_Problem:_ Copy each line of the records below that has "value" in it.

Collected data entries
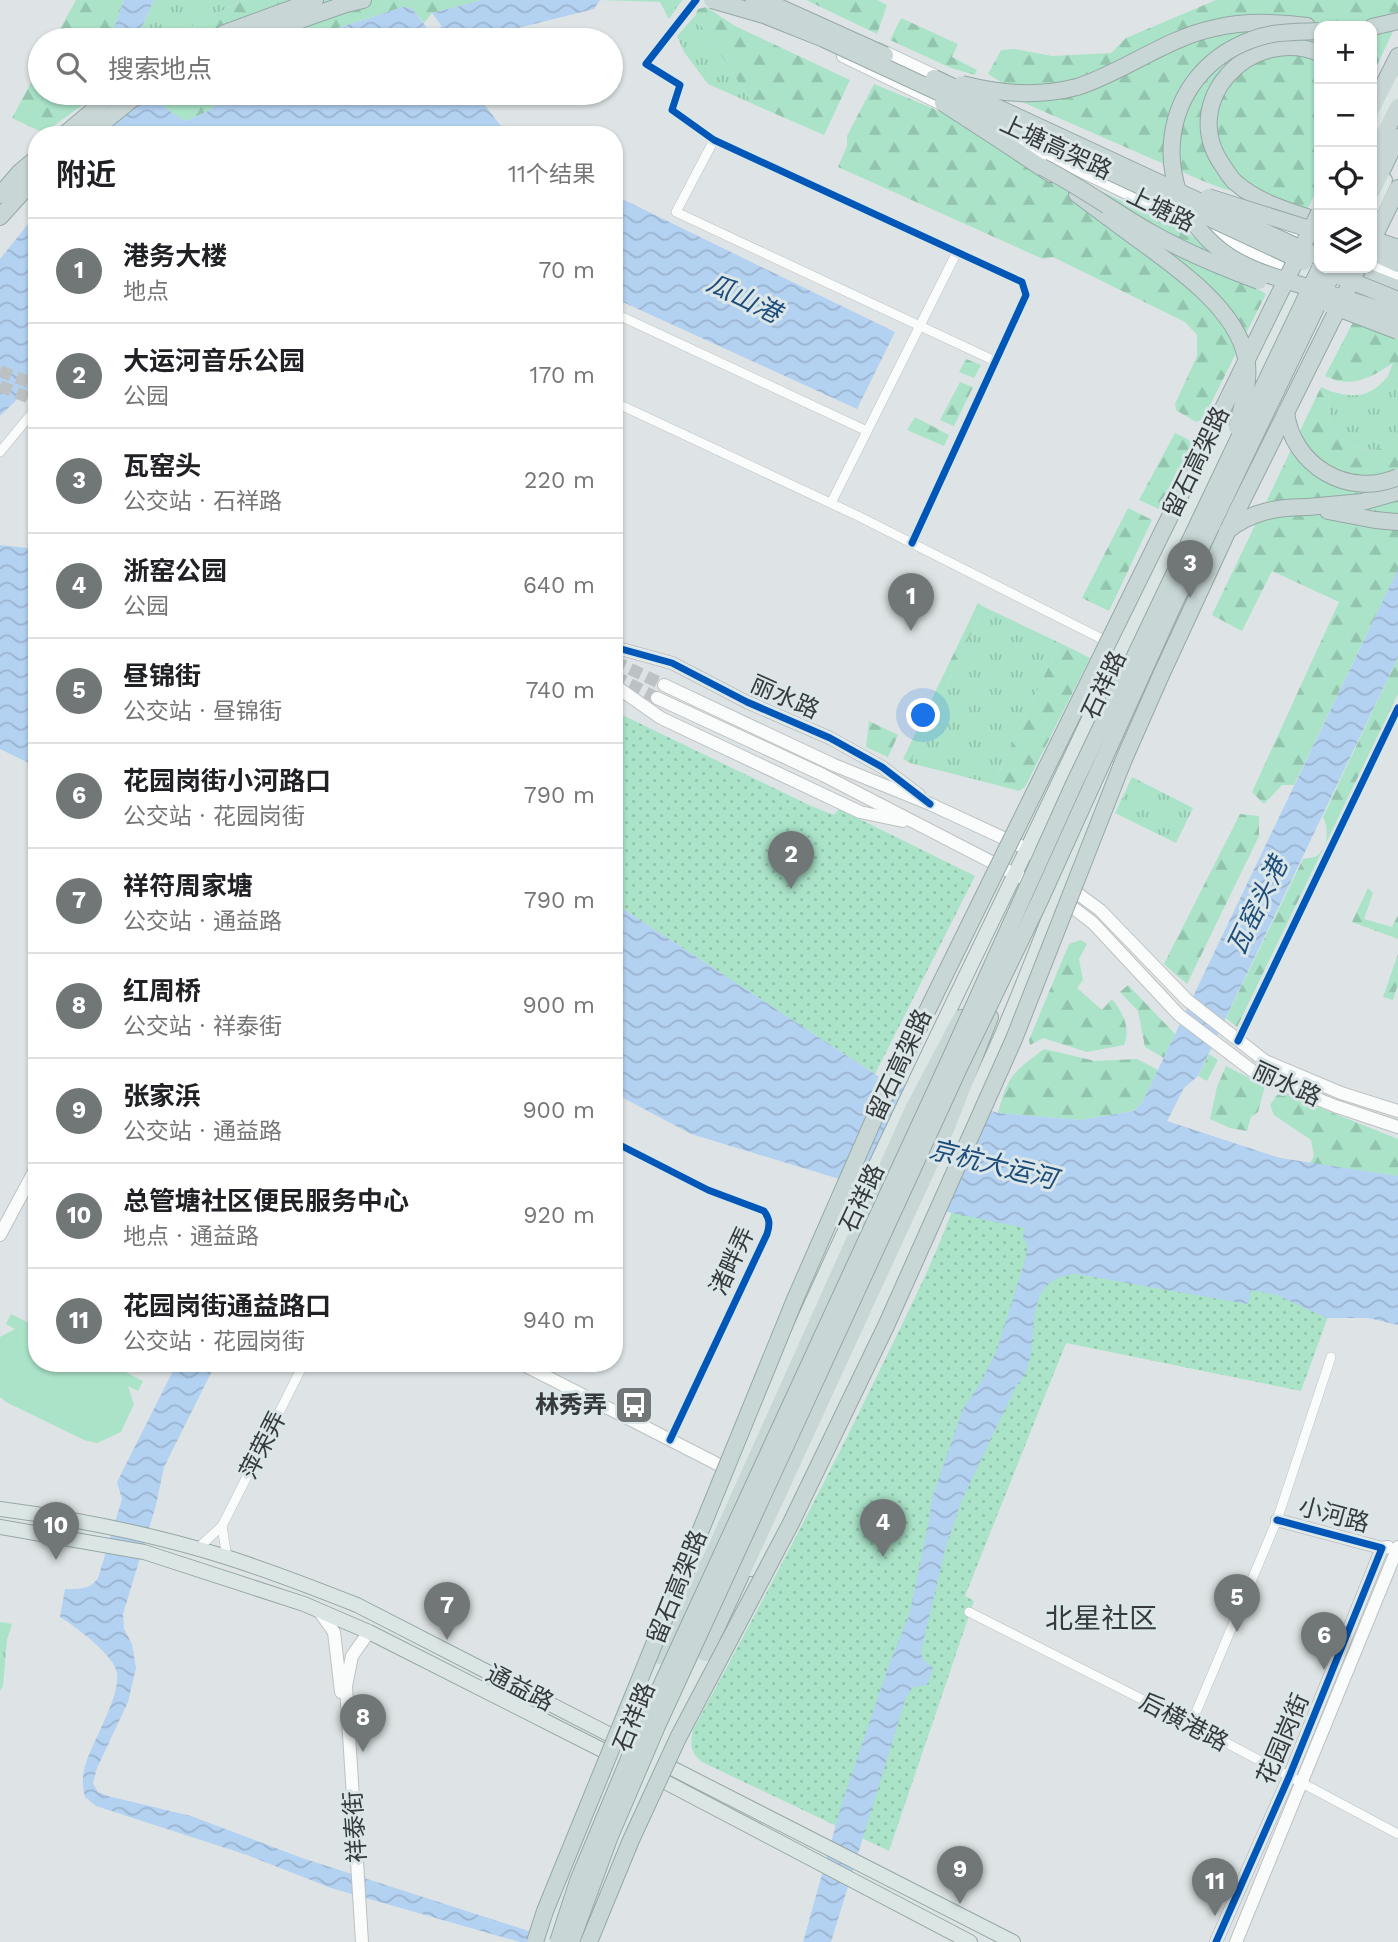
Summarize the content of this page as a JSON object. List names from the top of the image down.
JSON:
{
  "streets": {
    "highway": ["上塘高架路", "留石高架路"],
    "main road": [
      "上塘路",
      "石祥路",
      "丽水路",
      "小河路",
      "通益路",
      "花园岗街",
      "祥泰街"
    ],
    "street": ["渚畔弄", "萍荣弄", "后横港路"]
  },
  "crossings": [
    ["上塘路", "留石高架路"],
    ["上塘路", "石祥路"],
    ["留石高架路", "石祥路"],
    ["石祥路", "丽水路"],
    ["石祥路", "通益路"],
    ["萍荣弄", "通益路"],
    ["小河路", "花园岗街"],
    ["通益路", "祥泰街"],
    ["后横港路", "花园岗街"]
  ],
  "districts": ["北星社区"],
  "water": ["瓜山港", "瓦窑头港", "京杭大运河"],
  "places": {
    "bus stop": ["林秀弄"]
  },
  "page": {
    "map_buttons": ["+", "−"],
    "search": "搜索地点",
    "heading": ["附近", "11个结果"],
    "list": [
      {
        "mark": "1",
        "name": "港务大楼",
        "note": "地点",
        "value": "70 m"
      },
      {
        "mark": "2",
        "name": "大运河音乐公园",
        "note": "公园",
        "value": "170 m"
      },
      {
        "mark": "3",
        "name": "瓦窑头",
        "note": "公交站 · 石祥路",
        "value": "220 m"
      },
      {
        "mark": "4",
        "name": "浙窑公园",
        "note": "公园",
        "value": "640 m"
      },
      {
        "mark": "5",
        "name": "昼锦街",
        "note": "公交站 · 昼锦街",
        "value": "740 m"
      },
      {
        "mark": "6",
        "name": "花园岗街小河路口",
        "note": "公交站 · 花园岗街",
        "value": "790 m"
      },
      {
        "mark": "7",
        "name": "祥符周家塘",
        "note": "公交站 · 通益路",
        "value": "790 m"
      },
      {
        "mark": "8",
        "name": "红周桥",
        "note": "公交站 · 祥泰街",
        "value": "900 m"
      },
      {
        "mark": "9",
        "name": "张家浜",
        "note": "公交站 · 通益路",
        "value": "900 m"
      },
      {
        "mark": "10",
        "name": "总管塘社区便民服务中心",
        "note": "地点 · 通益路",
        "value": "920 m"
      },
      {
        "mark": "11",
        "name": "花园岗街通益路口",
        "note": "公交站 · 花园岗街",
        "value": "940 m"
      }
    ],
    "pins": [
      "3",
      "1",
      "2",
      "4",
      "10",
      "5",
      "7",
      "6",
      "8",
      "9",
      "11"
    ]
  }
}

_Solved problem:_
        "value": "70 m"
        "value": "170 m"
        "value": "220 m"
        "value": "640 m"
        "value": "740 m"
        "value": "790 m"
        "value": "790 m"
        "value": "900 m"
        "value": "900 m"
        "value": "920 m"
        "value": "940 m"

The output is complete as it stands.